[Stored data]
————
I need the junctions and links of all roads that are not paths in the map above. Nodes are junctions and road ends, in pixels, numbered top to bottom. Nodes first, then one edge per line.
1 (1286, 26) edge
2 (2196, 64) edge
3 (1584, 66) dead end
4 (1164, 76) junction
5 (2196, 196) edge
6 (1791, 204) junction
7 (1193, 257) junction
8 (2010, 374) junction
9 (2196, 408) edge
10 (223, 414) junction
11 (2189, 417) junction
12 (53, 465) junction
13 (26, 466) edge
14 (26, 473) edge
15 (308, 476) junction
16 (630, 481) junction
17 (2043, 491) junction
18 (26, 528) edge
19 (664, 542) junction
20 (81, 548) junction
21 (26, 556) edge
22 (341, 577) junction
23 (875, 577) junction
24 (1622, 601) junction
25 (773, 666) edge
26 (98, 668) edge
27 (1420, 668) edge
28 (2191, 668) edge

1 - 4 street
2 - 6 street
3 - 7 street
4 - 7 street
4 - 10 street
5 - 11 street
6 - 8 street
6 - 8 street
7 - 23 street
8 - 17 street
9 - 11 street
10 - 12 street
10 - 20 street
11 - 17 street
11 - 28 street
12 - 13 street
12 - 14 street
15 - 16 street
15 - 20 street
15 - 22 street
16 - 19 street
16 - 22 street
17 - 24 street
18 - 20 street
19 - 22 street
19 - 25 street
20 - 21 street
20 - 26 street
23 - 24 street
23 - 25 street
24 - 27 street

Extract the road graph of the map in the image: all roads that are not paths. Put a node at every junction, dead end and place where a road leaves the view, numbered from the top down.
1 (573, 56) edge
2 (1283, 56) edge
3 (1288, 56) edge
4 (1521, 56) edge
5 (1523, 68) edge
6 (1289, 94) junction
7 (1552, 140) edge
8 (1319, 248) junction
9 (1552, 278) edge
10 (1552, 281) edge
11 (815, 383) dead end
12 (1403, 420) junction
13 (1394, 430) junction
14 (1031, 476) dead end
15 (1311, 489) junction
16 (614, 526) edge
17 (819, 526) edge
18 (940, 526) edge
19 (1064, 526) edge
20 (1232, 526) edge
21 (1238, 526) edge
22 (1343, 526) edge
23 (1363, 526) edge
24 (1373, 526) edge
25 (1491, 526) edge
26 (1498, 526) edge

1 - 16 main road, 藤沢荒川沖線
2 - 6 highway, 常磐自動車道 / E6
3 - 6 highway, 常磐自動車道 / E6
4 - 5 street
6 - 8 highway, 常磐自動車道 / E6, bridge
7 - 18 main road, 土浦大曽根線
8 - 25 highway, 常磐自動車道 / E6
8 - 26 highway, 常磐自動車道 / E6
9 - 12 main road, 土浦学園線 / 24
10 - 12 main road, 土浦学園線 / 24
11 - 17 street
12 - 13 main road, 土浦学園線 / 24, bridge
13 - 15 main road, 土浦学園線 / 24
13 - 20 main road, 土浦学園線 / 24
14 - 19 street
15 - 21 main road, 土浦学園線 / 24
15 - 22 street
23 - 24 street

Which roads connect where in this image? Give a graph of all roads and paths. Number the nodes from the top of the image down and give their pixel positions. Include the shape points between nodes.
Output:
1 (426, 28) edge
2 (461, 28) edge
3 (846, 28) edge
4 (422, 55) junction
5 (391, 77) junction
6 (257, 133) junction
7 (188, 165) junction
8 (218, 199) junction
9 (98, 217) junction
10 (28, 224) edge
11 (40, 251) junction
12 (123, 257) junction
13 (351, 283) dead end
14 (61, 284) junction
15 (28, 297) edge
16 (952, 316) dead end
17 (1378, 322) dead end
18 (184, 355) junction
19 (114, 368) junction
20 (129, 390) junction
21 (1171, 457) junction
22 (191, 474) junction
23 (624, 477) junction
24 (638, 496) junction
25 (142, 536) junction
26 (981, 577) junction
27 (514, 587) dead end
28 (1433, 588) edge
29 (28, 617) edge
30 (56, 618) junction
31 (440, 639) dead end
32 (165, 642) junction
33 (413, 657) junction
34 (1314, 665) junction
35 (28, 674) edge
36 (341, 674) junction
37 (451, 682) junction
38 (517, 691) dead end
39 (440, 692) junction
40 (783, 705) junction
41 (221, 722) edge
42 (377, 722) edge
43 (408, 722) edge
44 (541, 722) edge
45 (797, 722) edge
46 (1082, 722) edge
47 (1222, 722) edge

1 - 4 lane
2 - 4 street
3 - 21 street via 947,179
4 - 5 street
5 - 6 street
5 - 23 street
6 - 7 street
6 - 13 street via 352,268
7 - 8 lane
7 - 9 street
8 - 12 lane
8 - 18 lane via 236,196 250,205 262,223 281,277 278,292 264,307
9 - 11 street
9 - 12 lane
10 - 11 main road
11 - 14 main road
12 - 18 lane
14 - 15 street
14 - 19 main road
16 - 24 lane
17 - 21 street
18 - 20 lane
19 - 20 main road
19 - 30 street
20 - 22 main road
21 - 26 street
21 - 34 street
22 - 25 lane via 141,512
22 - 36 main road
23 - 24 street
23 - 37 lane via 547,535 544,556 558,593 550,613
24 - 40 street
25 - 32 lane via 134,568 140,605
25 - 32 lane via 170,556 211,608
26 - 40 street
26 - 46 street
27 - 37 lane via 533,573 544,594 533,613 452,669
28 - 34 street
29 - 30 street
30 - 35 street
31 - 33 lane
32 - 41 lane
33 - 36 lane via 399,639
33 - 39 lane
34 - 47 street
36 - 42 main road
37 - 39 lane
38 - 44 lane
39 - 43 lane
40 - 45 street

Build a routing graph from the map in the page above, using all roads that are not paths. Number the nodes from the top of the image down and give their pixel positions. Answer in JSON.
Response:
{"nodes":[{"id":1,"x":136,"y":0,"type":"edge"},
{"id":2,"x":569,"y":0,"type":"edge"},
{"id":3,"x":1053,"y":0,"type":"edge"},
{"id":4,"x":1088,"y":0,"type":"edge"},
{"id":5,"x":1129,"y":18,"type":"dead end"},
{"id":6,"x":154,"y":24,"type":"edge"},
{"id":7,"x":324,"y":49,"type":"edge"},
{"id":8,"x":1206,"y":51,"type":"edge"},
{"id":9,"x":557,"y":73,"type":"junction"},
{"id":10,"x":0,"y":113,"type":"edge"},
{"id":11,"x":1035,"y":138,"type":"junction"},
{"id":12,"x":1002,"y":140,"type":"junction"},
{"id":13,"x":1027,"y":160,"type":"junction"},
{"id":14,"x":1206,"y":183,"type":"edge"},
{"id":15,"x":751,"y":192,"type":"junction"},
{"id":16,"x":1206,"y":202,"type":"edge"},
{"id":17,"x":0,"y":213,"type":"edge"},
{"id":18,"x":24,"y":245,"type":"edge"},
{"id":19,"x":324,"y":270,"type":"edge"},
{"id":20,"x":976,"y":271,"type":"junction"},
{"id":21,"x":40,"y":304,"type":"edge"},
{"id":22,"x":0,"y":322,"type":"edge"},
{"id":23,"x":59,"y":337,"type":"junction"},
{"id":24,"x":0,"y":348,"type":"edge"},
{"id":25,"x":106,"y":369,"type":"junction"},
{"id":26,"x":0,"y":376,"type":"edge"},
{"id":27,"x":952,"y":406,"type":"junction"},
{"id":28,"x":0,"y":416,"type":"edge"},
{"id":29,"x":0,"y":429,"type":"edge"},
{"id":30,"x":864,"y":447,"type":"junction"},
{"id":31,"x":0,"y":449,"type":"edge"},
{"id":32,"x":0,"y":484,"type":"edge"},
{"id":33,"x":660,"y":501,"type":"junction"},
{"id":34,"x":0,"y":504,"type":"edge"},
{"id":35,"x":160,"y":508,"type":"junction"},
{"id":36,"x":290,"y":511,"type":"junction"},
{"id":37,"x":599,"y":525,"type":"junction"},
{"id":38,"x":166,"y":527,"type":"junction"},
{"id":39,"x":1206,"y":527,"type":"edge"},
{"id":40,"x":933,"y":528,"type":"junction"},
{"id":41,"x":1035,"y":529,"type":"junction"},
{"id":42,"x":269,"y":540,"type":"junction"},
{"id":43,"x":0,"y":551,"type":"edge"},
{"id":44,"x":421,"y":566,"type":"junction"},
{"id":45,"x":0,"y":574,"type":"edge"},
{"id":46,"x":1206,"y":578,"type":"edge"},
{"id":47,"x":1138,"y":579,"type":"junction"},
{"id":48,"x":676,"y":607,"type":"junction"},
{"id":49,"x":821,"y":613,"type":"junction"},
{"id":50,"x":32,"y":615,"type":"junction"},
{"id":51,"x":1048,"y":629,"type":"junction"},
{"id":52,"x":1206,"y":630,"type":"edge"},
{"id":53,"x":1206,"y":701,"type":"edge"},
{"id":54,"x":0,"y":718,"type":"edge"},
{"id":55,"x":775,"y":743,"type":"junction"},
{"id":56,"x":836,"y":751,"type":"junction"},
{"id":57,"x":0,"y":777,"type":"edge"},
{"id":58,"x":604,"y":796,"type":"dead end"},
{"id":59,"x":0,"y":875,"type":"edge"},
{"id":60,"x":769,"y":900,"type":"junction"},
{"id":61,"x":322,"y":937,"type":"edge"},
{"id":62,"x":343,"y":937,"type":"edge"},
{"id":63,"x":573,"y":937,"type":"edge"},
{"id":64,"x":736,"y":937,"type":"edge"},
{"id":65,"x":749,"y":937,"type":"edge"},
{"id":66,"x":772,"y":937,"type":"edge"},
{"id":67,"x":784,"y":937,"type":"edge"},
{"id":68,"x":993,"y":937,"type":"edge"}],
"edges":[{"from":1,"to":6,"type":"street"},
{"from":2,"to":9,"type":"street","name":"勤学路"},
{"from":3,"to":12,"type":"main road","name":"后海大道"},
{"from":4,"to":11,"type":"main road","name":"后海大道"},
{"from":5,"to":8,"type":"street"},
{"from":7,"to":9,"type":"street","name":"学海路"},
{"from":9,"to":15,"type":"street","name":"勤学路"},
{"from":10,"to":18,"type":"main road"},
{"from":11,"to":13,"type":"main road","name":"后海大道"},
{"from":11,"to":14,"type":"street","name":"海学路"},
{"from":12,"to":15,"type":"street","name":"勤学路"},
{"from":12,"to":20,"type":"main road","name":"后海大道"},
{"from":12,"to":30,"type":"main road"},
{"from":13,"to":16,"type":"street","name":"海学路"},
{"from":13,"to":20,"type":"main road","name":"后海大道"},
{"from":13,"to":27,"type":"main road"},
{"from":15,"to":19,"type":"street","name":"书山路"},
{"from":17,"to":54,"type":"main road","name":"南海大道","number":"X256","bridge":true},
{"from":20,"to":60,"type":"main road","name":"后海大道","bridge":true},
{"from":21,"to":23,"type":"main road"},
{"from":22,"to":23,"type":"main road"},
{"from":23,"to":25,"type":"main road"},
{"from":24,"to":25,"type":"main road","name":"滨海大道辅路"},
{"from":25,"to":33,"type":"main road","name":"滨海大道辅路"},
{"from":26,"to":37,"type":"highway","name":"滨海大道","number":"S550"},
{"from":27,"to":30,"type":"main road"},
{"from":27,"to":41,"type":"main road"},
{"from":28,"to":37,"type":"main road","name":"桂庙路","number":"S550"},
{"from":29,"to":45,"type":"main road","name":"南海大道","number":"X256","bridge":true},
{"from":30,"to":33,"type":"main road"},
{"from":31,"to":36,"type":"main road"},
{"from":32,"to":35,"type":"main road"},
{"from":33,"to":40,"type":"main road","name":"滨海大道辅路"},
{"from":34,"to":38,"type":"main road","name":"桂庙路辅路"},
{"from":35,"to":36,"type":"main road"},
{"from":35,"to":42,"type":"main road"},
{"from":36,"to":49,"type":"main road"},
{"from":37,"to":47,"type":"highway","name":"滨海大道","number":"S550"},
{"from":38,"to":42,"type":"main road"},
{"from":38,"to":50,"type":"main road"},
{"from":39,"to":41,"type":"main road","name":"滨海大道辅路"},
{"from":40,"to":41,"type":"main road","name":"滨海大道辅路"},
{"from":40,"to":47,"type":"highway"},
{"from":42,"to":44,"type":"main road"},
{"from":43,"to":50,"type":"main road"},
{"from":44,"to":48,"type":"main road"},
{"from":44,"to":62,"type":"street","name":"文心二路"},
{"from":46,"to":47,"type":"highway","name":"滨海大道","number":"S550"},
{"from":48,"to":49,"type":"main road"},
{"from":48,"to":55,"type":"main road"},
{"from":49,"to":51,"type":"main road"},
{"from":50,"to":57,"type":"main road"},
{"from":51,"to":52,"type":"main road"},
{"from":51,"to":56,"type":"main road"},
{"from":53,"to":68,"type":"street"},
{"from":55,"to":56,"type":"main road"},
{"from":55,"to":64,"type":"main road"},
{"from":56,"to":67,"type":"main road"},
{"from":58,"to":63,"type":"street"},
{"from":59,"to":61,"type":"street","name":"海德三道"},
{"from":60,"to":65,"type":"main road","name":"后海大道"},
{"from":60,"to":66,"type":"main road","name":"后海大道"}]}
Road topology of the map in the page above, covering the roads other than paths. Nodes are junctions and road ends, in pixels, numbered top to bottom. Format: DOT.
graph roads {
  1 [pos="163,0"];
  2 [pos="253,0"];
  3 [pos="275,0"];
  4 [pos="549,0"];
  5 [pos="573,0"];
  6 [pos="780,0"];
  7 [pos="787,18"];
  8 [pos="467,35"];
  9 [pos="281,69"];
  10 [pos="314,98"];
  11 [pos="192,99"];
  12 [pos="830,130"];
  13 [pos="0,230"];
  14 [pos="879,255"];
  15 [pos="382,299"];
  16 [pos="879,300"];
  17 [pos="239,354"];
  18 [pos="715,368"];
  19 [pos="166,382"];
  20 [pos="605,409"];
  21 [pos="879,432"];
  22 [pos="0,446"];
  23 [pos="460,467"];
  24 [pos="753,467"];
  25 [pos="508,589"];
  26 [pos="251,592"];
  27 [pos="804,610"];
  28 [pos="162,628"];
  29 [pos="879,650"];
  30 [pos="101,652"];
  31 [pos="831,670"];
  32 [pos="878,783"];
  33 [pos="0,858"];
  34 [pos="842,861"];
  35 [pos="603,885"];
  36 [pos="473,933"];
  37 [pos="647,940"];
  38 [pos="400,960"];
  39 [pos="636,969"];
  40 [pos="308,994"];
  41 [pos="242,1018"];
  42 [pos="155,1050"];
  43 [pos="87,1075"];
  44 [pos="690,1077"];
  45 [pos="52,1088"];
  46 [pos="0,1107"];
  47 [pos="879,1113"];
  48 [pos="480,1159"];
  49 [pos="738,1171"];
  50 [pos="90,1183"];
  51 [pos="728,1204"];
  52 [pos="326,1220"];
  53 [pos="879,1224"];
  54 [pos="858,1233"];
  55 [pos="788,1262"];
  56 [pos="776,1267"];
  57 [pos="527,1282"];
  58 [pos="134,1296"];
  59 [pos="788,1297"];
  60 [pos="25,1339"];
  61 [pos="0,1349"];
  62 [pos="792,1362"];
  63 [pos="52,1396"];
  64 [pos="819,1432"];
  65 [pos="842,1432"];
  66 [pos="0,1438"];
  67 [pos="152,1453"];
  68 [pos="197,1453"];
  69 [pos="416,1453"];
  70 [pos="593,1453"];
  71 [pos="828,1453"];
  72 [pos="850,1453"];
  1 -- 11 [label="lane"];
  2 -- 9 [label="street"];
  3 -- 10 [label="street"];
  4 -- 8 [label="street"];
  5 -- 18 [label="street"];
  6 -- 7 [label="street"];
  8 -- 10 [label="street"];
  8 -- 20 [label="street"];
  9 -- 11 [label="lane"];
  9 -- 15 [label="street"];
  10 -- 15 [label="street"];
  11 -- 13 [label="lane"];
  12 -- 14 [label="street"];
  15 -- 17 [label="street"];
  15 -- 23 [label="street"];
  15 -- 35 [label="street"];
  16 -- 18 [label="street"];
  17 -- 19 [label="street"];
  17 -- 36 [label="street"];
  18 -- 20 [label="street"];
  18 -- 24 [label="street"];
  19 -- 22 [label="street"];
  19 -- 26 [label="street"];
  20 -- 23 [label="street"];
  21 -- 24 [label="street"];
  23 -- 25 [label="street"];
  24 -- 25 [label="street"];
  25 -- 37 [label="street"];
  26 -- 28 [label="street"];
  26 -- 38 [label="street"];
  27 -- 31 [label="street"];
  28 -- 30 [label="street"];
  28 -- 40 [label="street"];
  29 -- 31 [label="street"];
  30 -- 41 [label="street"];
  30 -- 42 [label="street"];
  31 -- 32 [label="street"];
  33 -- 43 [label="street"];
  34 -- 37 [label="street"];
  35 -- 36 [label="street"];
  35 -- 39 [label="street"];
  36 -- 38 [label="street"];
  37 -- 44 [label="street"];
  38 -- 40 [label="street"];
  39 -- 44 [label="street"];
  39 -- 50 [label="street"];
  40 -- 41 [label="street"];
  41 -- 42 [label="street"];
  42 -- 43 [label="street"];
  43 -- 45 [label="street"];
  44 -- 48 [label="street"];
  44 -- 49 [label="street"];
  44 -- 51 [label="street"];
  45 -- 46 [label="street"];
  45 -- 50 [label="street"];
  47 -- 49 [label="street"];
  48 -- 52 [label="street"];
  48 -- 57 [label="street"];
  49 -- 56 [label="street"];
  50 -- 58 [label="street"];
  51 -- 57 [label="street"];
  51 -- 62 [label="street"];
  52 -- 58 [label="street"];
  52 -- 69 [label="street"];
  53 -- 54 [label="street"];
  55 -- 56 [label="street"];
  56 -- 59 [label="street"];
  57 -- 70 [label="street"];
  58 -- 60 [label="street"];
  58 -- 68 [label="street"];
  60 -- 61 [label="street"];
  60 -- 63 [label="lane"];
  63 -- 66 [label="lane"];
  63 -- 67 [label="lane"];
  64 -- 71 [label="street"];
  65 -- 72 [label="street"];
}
————
__WORK REQUEST__.
Report every line above that has the string "page" in it.

__SOLUTION TO THIS PROBLEM__.
Build a routing graph from the map in the page above, using all roads that are not paths. Number the nodes from the top of the image down and give their pixel positions. Answer in JSON.
Road topology of the map in the page above, covering the roads other than paths. Nodes are junctions and road ends, in pixels, numbered top to bottom. Format: DOT.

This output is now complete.